Alex Stamos Attributes SolarWinds Hack To Russian Intel Service

New SolarWinds consultant Alex Stamos became one of the first public figures to attribute the massive hacking campaign against SolarWinds to the Russian foreign intelligence service, or SVR.

Stamos said Thursday that the SVR—also known as APT29 or Cozy Bear—excels at covering its tracks and quietly exfiltrating information from victims so it’s not noticed. Stamos, who was Facebook’s security chief, started last month as an independent consultant at SolarWinds, working alongside ex-Cybersecurity and Infrastructure Security Agency Director Chris Krebs to assist with crisis response.

“One of the reasons that this campaign has been able to last for well over a year is because they [the SVR] are incredibly subtle about the intrusion into all these companies,” Stamos said during a conversation with SolarWinds CEO Sudhakar Ramakrishna as part of a webinar hosted by SolarWinds.

A SolarWinds spokesperson said Stamos was giving his point of view, which aligns with much of what the market is saying. SolarWinds itself, however, is not attributing the attack beyond saying that it appears to have been carried out by a highly sophisticated nation-state actor, according to the spokesperson.

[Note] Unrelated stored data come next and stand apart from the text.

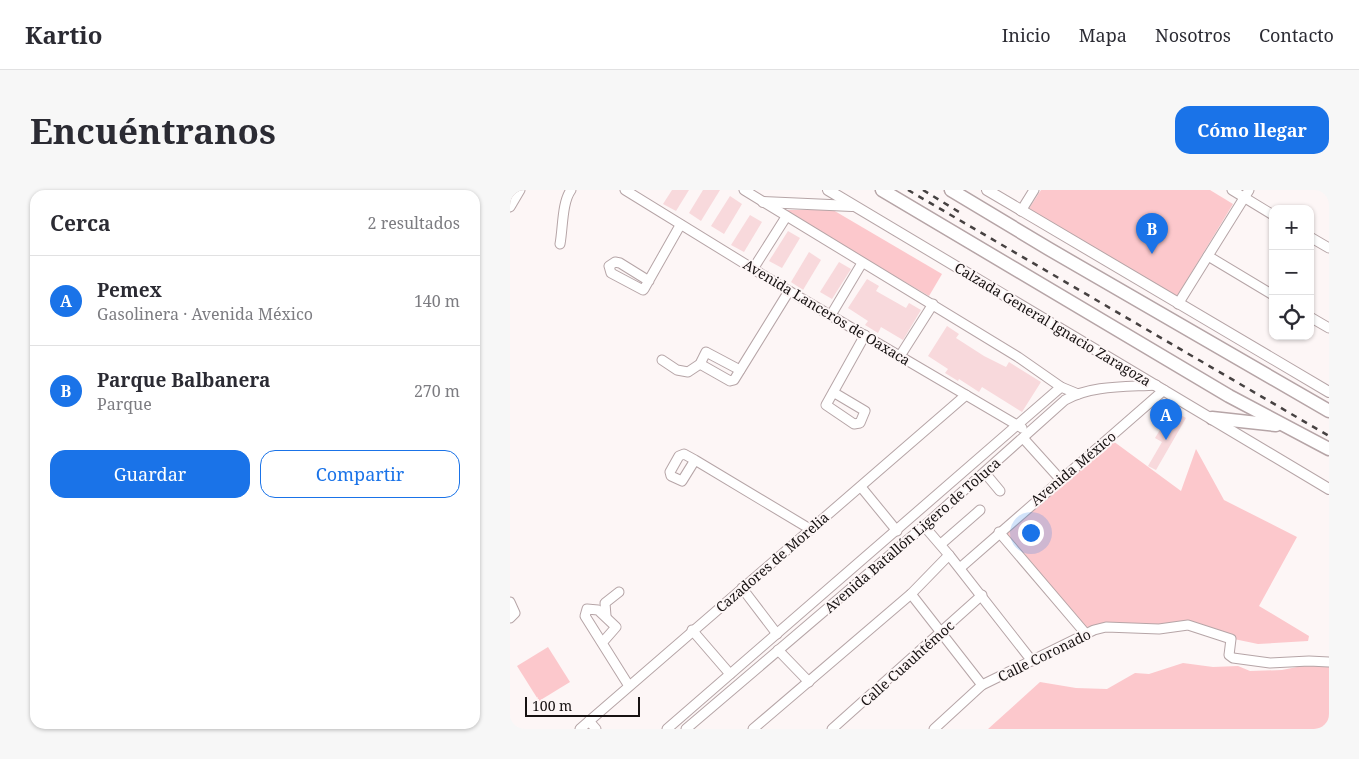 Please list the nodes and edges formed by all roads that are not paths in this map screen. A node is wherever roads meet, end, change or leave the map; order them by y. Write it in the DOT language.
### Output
graph roads {
  1 [pos="520,190"];
  2 [pos="571,190"];
  3 [pos="627,190"];
  4 [pos="744,190"];
  5 [pos="828,190"];
  6 [pos="882,190"];
  7 [pos="951,190"];
  8 [pos="987,190"];
  9 [pos="1034,190"];
  10 [pos="1232,190"];
  11 [pos="1247,194"];
  12 [pos="763,202"];
  13 [pos="854,206"];
  14 [pos="510,207"];
  15 [pos="1021,211"];
  16 [pos="1269,212"];
  17 [pos="786,217"];
  18 [pos="681,225"];
  19 [pos="1314,239"];
  20 [pos="560,244"];
  21 [pos="1329,248"];
  22 [pos="1208,256"];
  23 [pos="862,263"];
  24 [pos="754,269"];
  25 [pos="649,281"];
  26 [pos="788,290"];
  27 [pos="1269,293"];
  28 [pos="932,304"];
  29 [pos="1178,304"];
  30 [pos="831,315"];
  31 [pos="1314,319"];
  32 [pos="1329,328"];
  33 [pos="864,336"];
  34 [pos="900,356"];
  35 [pos="662,360"];
  36 [pos="700,364"];
  37 [pos="740,370"];
  38 [pos="1061,387"];
  39 [pos="1160,387"];
  40 [pos="833,392"];
  41 [pos="1329,392"];
  42 [pos="1078,394"];
  43 [pos="966,395"];
  44 [pos="1329,411"];
  45 [pos="1212,418"];
  46 [pos="1018,426"];
  47 [pos="1295,431"];
  48 [pos="1027,435"];
  49 [pos="1329,449"];
  50 [pos="695,460"];
  51 [pos="985,473"];
  52 [pos="1060,479"];
  53 [pos="861,487"];
  54 [pos="1329,489"];
  55 [pos="1000,491"];
  56 [pos="980,510"];
  57 [pos="924,526"];
  58 [pos="810,529"];
  59 [pos="897,531"];
  60 [pos="999,532"];
  61 [pos="941,544"];
  62 [pos="949,555"];
  63 [pos="960,568"];
  64 [pos="742,588"];
  65 [pos="619,592"];
  66 [pos="911,594"];
  67 [pos="982,595"];
  68 [pos="510,602"];
  69 [pos="606,616"];
  70 [pos="510,618"];
  71 [pos="692,630"];
  72 [pos="777,634"];
  73 [pos="940,634"];
  74 [pos="1086,634"];
  75 [pos="602,643"];
  76 [pos="778,650"];
  77 [pos="1032,661"];
  78 [pos="1329,662"];
  79 [pos="730,674"];
  80 [pos="809,682"];
  81 [pos="629,686"];
  82 [pos="982,686"];
  83 [pos="589,721"];
  84 [pos="689,728"];
  85 [pos="580,729"];
  86 [pos="596,729"];
  87 [pos="667,729"];
  88 [pos="753,729"];
  89 [pos="832,729"];
  90 [pos="934,729"];
  1 -- 14 [label="street"];
  2 -- 20 [label="street"];
  3 -- 18 [label="street, Avenida Lanceros de Oaxaca"];
  4 -- 12 [label="street"];
  5 -- 13 [label="main road, Calzada General Ignacio Zaragoza"];
  6 -- 47 [label="highway, Calzada General Ignacio Zaragoza"];
  7 -- 44 [label="highway"];
  8 -- 15 [label="main road"];
  9 -- 15 [label="street"];
  10 -- 11 [label="street"];
  11 -- 16 [label="street"];
  11 -- 22 [label="street"];
  12 -- 13 [label="main road"];
  12 -- 17 [label="street"];
  13 -- 39 [label="main road, Calzada General Ignacio Zaragoza"];
  15 -- 29 [label="main road"];
  17 -- 23 [label="street"];
  17 -- 24 [label="street"];
  18 -- 24 [label="street, Avenida Lanceros de Oaxaca"];
  18 -- 25 [label="street"];
  19 -- 21 [label="street"];
  22 -- 27 [label="street"];
  22 -- 29 [label="street"];
  23 -- 28 [label="street"];
  23 -- 30 [label="street"];
  24 -- 26 [label="street, Avenida Lanceros de Oaxaca"];
  26 -- 30 [label="street, Avenida Lanceros de Oaxaca"];
  26 -- 37 [label="street"];
  28 -- 34 [label="street"];
  28 -- 38 [label="street"];
  29 -- 41 [label="main road"];
  30 -- 33 [label="street, Avenida Lanceros de Oaxaca"];
  31 -- 32 [label="street"];
  33 -- 34 [label="street, Avenida Lanceros de Oaxaca"];
  33 -- 40 [label="street"];
  34 -- 43 [label="street, Avenida Lanceros de Oaxaca"];
  35 -- 36 [label="street"];
  36 -- 37 [label="street"];
  36 -- 37 [label="street"];
  38 -- 42 [label="street"];
  38 -- 46 [label="street, Avenida Batallón Ligero de Toluca"];
  39 -- 42 [label="street, Avenida Batallón Ligero de Toluca"];
  39 -- 45 [label="main road, Calzada General Ignacio Zaragoza"];
  39 -- 52 [label="street, Avenida México"];
  42 -- 48 [label="street, Avenida Batallón Ligero de Toluca"];
  43 -- 46 [label="street, Avenida Lanceros de Oaxaca"];
  43 -- 53 [label="street, Cazadores de Morelia"];
  45 -- 47 [label="highway"];
  45 -- 54 [label="main road, Calzada General Ignacio Zaragoza"];
  46 -- 48 [label="street, Avenida Lanceros de Oaxaca"];
  46 -- 59 [label="street, Avenida Batallón Ligero de Toluca"];
  47 -- 49 [label="highway, Calzada General Ignacio Zaragoza"];
  48 -- 51 [label="street, Avenida Batallón Ligero de Toluca"];
  48 -- 52 [label="street"];
  50 -- 58 [label="street"];
  51 -- 55 [label="street"];
  51 -- 57 [label="street, Avenida Batallón Ligero de Toluca"];
  52 -- 60 [label="street, Avenida México"];
  53 -- 58 [label="street, Cazadores de Morelia"];
  53 -- 59 [label="street"];
  56 -- 61 [label="street"];
  57 -- 61 [label="street"];
  57 -- 76 [label="street, Avenida Batallón Ligero de Toluca"];
  58 -- 64 [label="street, Cazadores de Morelia"];
  59 -- 72 [label="street, Avenida Batallón Ligero de Toluca"];
  60 -- 63 [label="street, Avenida México"];
  60 -- 74 [label="street"];
  61 -- 62 [label="street"];
  62 -- 63 [label="street"];
  62 -- 66 [label="street"];
  63 -- 67 [label="street"];
  64 -- 71 [label="street, Cazadores de Morelia"];
  64 -- 72 [label="street"];
  65 -- 69 [label="street"];
  66 -- 73 [label="street"];
  66 -- 80 [label="street"];
  67 -- 73 [label="street, Calle Cuauhtémoc"];
  67 -- 77 [label="street"];
  68 -- 70 [label="street"];
  69 -- 75 [label="street"];
  69 -- 75 [label="street"];
  71 -- 79 [label="street"];
  71 -- 81 [label="street, Cazadores de Morelia"];
  72 -- 79 [label="street, Avenida Batallón Ligero de Toluca"];
  73 -- 82 [label="street"];
  73 -- 89 [label="street, Calle Cuauhtémoc"];
  74 -- 77 [label="street, Calle Coronado"];
  74 -- 78 [label="street, Calle Coronado"];
  75 -- 81 [label="street"];
  76 -- 80 [label="street"];
  76 -- 84 [label="street, Avenida Batallón Ligero de Toluca"];
  77 -- 82 [label="street, Calle Coronado"];
  79 -- 87 [label="street, Avenida Batallón Ligero de Toluca"];
  80 -- 88 [label="street"];
  81 -- 83 [label="street, Cazadores de Morelia"];
  82 -- 90 [label="street, Calle Coronado"];
  83 -- 85 [label="street, Cazadores de Morelia"];
  83 -- 86 [label="street"];
}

The Cyber Unified Coordination Group (UCG) said Jan. 5 that a Russian Advanced Persistent Threat (APT) group is likely behind the recent cyberattack on SolarWinds for intelligence-gathering purposes. The UCG stopped short, though, of blaming a specific APT group for the hacks. New U.S. Secretary of State Antony Blinken raised the SolarWinds incident with Russian Foreign Minister Sergey Lavrov Thursday.

The SVR has long been the suspected culprit behind the SolarWinds hack, with The Washington Post first laying blame at its feet Dec. 13 based on feedback from unnamed officials. But Stamos Thursday became one of the first high-profile industry figures to publicly blame the SVR for the attack. The SVR typically gathers intelligence that can’t be used immediately or for destructive attacks, Stamos said.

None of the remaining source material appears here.